Freud-, orientierungs- und ideenlos: Europameisterschaft 2004 - schon Ende April, kurz vor dem Turnier, hatte Deutschland Ruf und Selbstvertrauen beim desaströsen 1:5 gegen das nicht für die EM qualifizierte Rumänien ruiniert. Bei den Spielen in Portugal wurde es nicht besser. Kein Sieg, nicht einmal gegen Underdog Lettland (im Foto: Frank Baumann), erneutes Vorrunden-Aus nach einer Niederlage gegen eine B-Elf, diesmal die aus Tschechien. Danach trat Rudi Völler als DFB-Teamchef zurück.

Horrorshow vor dem Sommermärchen: Puh! Nachdenklich bis entsetzt verfolgten die DFB-Trainer Jürgen Klinsmann (2. von rechts) und Joachim Löw (Mitte) am 1. März 2006 den desolaten Auftritt ihrer Spieler beim 1:4 gegen Italien. Das Testspiel in der Toskana ließ wenig Gutes erahnen, beim DFB diskutierte man sogar über eine schnelle Ablösung des Trainerteams. Es kam dann ganz anders - begeisternder Fußball bei der WM dahoam.

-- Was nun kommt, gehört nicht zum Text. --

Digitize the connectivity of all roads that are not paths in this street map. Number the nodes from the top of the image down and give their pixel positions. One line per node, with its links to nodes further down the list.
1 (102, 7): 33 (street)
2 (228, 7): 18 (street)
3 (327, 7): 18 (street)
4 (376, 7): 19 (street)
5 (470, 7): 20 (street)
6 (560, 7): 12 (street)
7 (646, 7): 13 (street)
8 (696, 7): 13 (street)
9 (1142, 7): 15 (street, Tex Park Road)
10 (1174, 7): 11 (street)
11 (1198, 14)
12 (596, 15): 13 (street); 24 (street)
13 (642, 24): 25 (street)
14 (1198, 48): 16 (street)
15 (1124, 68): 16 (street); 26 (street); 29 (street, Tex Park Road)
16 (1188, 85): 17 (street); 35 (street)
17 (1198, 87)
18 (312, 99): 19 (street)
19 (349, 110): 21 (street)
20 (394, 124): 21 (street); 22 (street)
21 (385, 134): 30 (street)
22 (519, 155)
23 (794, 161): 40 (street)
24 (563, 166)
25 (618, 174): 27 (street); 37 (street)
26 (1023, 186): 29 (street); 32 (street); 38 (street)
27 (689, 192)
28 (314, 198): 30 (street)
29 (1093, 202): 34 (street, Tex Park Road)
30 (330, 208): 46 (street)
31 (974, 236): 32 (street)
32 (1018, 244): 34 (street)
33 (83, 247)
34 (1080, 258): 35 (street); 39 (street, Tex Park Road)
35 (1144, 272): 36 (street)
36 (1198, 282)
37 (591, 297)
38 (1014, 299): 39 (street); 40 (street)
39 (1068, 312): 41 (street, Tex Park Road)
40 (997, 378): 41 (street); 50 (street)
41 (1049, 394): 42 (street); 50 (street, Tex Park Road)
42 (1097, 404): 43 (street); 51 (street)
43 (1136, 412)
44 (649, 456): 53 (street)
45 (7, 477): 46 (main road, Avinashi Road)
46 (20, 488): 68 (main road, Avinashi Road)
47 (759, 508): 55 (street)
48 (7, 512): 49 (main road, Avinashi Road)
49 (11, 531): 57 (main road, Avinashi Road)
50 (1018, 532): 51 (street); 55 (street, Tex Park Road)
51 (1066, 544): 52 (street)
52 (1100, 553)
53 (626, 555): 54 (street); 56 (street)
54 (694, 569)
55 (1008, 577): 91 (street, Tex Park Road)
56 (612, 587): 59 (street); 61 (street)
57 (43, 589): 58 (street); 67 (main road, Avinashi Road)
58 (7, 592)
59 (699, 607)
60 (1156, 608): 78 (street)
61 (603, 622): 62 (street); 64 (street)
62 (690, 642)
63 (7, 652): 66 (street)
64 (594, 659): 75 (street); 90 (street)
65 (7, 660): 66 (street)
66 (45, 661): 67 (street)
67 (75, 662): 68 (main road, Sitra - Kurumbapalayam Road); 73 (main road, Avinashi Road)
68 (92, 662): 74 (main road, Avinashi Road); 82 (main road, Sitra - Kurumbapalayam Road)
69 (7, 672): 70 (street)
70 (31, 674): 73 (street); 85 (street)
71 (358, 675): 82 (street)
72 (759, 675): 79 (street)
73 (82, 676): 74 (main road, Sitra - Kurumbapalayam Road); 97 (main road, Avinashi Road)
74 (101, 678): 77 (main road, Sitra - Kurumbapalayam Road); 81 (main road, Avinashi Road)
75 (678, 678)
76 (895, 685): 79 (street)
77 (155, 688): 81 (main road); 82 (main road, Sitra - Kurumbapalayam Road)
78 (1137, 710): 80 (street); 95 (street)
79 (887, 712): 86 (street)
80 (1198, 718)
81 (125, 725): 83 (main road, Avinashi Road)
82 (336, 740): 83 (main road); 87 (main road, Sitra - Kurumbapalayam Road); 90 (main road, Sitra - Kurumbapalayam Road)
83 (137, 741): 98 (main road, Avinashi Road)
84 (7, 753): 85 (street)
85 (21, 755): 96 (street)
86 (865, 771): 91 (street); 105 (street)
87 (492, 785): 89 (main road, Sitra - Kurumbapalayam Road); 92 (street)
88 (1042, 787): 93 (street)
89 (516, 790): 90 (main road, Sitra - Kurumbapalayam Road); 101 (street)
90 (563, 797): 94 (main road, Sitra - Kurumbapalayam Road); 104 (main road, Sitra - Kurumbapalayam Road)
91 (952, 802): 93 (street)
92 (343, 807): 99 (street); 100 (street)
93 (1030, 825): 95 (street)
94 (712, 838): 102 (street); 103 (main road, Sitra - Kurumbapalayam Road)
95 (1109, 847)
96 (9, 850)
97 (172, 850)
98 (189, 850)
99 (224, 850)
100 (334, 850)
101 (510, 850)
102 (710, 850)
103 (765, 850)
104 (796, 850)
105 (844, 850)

Vier gewinnt... nicht! Am 16. Oktober 2012 im Berliner Olympiastadion verzeichnete das Deutsche Fußball-Bund das 868. Länderspiel, es wurde eines der spektakulärsten. Fast wie im Rausch schoss die Mannschaft in diesem WM-Qualifikationsspiel einen Vorsprung heraus, 4:0 nach 56 Minuten. Und brach dann komplett ein. Schweden schlug furios zurück und kam durch Ibrahimovic (62.), Lustig (64.), Elmander (76.) und Elm (90.+3, Foto) noch zum Ausgleich. Ein mitreißender Fußballabend.

Und natürlich das Drama von Tirana: Zum ersten, aber auch zum einzigen Mal vergeigte die deutsche Nationalelf 17. Dezember 1967 eine EM-Qualifikation. Torlos gegen Albanien, ausgeschieden, dabei hätte ein winziges Törchen genügt. Den Spielern ist dieses Debakel bis heute peinlich.